▶ What you have to do
Please reply with one number only: how many lines in the entries below contain the string "image".

..........

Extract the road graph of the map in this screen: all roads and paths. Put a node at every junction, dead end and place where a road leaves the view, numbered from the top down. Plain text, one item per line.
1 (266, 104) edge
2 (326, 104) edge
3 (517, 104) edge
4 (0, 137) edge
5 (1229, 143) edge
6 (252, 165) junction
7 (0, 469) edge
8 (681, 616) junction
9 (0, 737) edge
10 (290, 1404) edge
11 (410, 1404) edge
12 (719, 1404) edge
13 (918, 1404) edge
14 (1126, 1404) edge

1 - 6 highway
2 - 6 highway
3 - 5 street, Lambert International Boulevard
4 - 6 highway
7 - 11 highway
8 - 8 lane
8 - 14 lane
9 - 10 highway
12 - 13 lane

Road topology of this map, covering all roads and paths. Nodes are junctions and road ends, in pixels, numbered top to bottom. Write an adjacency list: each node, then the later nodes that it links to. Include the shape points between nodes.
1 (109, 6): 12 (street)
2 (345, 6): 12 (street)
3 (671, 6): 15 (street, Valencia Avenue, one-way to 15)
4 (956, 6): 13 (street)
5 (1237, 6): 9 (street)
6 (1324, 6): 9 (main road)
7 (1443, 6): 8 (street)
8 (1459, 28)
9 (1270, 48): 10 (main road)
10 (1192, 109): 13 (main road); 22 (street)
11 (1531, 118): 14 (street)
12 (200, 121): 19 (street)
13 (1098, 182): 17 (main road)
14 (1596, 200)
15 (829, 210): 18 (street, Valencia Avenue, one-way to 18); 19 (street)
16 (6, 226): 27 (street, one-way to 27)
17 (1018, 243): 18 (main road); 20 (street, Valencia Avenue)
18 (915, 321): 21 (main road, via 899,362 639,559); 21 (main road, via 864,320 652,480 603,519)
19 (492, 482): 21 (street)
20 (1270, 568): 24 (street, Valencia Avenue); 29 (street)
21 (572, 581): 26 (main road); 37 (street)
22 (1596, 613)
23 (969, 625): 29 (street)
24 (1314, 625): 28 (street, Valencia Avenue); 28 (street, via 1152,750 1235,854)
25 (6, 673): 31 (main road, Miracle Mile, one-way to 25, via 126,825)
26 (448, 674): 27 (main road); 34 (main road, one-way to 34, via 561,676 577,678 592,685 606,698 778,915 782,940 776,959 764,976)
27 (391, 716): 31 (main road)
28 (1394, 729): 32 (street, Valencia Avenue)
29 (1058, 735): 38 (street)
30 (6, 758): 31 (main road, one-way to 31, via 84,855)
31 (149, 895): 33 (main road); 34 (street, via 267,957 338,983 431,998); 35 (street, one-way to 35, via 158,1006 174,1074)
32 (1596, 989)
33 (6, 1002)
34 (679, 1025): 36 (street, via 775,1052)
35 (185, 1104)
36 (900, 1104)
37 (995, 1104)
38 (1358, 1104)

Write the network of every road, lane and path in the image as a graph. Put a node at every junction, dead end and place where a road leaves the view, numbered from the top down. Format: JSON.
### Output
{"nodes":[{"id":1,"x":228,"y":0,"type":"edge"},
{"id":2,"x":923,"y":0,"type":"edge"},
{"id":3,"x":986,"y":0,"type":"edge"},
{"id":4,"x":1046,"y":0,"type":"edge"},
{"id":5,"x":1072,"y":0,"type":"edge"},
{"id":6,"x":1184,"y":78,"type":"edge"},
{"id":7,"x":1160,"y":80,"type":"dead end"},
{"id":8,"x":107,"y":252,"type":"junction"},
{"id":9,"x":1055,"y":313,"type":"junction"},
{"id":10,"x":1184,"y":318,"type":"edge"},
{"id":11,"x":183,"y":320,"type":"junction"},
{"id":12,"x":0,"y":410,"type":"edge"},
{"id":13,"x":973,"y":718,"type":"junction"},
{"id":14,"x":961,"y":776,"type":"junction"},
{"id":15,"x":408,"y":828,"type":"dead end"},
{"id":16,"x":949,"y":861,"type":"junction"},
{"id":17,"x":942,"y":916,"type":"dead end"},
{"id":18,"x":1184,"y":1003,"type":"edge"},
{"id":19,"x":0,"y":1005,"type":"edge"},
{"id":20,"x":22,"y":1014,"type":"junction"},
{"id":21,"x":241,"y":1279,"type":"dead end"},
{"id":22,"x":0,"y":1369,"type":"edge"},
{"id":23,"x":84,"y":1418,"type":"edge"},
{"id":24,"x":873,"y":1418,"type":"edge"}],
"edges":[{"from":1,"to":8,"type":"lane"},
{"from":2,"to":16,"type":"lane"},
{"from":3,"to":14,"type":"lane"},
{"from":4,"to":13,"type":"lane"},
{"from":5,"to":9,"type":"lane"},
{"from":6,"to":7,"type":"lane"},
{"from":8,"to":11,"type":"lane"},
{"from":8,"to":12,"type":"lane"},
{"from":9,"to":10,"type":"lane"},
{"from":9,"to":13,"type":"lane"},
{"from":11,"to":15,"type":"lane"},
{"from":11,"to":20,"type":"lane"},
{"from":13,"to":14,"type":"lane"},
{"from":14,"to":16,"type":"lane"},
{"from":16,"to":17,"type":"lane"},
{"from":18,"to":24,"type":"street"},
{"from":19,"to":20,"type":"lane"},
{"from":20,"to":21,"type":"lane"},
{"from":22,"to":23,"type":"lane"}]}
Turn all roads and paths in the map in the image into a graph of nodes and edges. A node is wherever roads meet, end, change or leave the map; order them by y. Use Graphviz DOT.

..........

▶ Reply to the task
2